### How to complete this task
Extract the records below word for word and ignore the images.

-- Opening Marker --

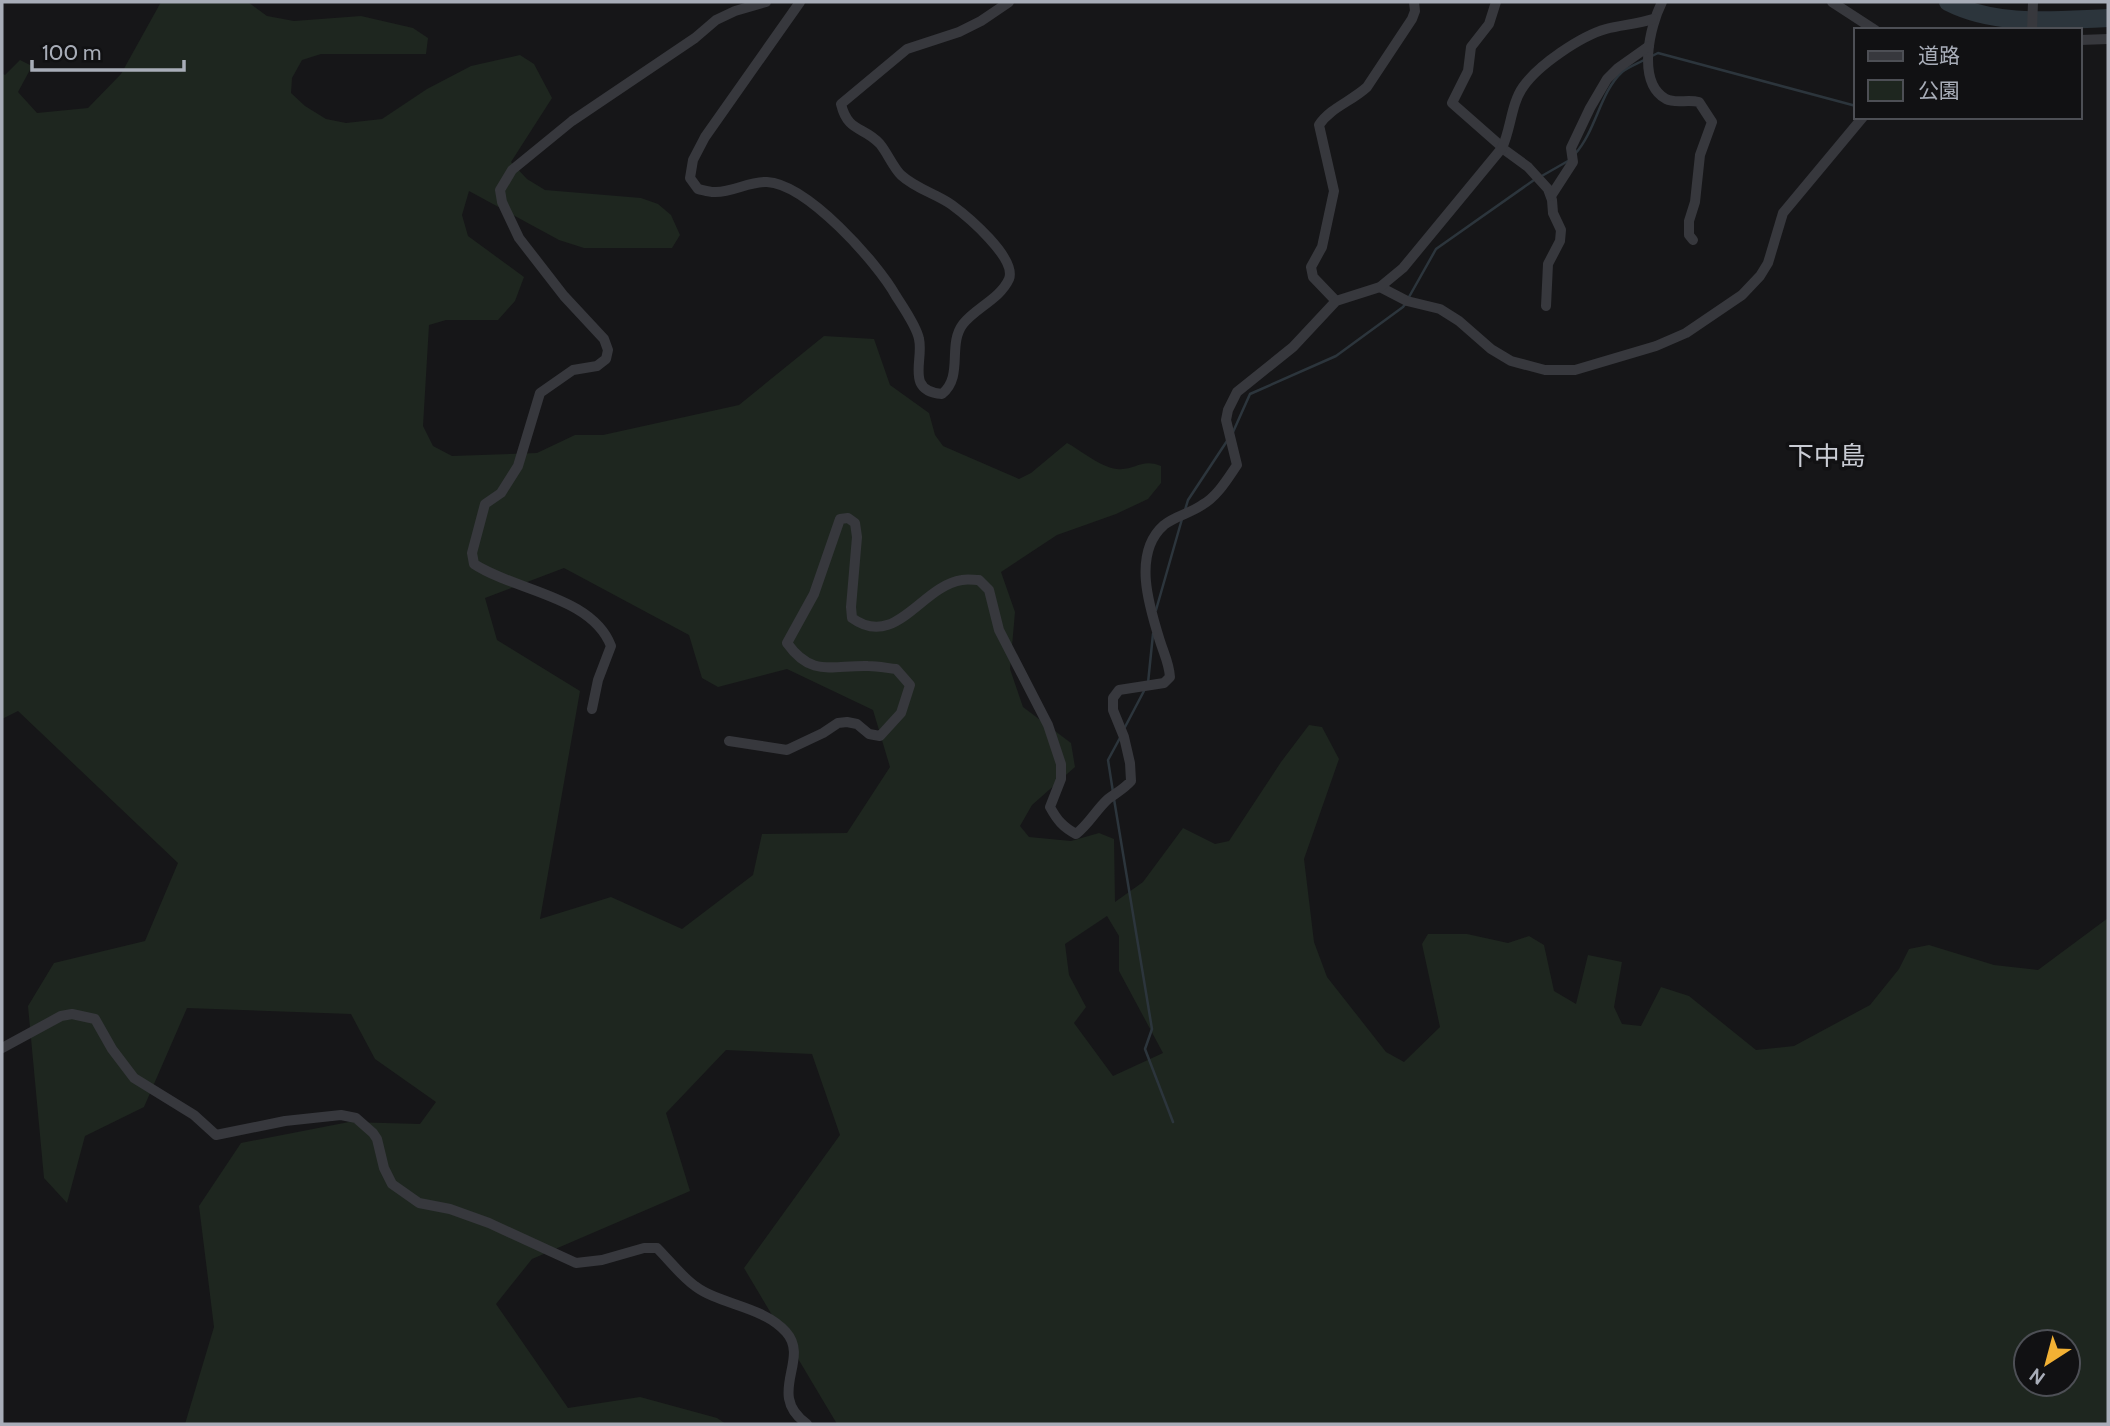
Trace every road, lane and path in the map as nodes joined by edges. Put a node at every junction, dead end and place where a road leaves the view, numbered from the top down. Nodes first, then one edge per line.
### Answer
1 (766, 2) edge
2 (800, 2) edge
3 (1009, 2) edge
4 (1414, 2) edge
5 (1496, 2) edge
6 (1662, 2) edge
7 (1832, 2) edge
8 (2033, 2) edge
9 (1653, 19) junction
10 (1872, 28) edge
11 (2032, 28) edge
12 (2082, 40) edge
13 (2108, 40) edge
14 (1649, 46) junction
15 (1861, 119) edge
16 (1502, 148) junction
17 (1551, 196) junction
18 (1693, 240) dead end
19 (1380, 287) junction
20 (1336, 302) junction
21 (1546, 306) dead end
22 (592, 709) dead end
23 (729, 741) dead end
24 (2, 1048) edge
25 (807, 1424) edge

1 - 22 street
2 - 3 street
4 - 20 street
5 - 16 street
6 - 9 street
7 - 10 street
8 - 11 street
9 - 14 street
9 - 16 street
12 - 13 street
14 - 17 street
14 - 18 street
15 - 19 street
16 - 17 street
16 - 19 street
17 - 21 street
19 - 20 street
20 - 23 street
24 - 25 street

-- Closing Marker --

### Exercise solution
Trace every road, lane and path in the map as nodes joined by edges. Put a node at every junction, dead end and place where a road leaves the view, numbered from the top down. Nodes first, then one edge per line.
### Answer
1 (766, 2) edge
2 (800, 2) edge
3 (1009, 2) edge
4 (1414, 2) edge
5 (1496, 2) edge
6 (1662, 2) edge
7 (1832, 2) edge
8 (2033, 2) edge
9 (1653, 19) junction
10 (1872, 28) edge
11 (2032, 28) edge
12 (2082, 40) edge
13 (2108, 40) edge
14 (1649, 46) junction
15 (1861, 119) edge
16 (1502, 148) junction
17 (1551, 196) junction
18 (1693, 240) dead end
19 (1380, 287) junction
20 (1336, 302) junction
21 (1546, 306) dead end
22 (592, 709) dead end
23 (729, 741) dead end
24 (2, 1048) edge
25 (807, 1424) edge

1 - 22 street
2 - 3 street
4 - 20 street
5 - 16 street
6 - 9 street
7 - 10 street
8 - 11 street
9 - 14 street
9 - 16 street
12 - 13 street
14 - 17 street
14 - 18 street
15 - 19 street
16 - 17 street
16 - 19 street
17 - 21 street
19 - 20 street
20 - 23 street
24 - 25 street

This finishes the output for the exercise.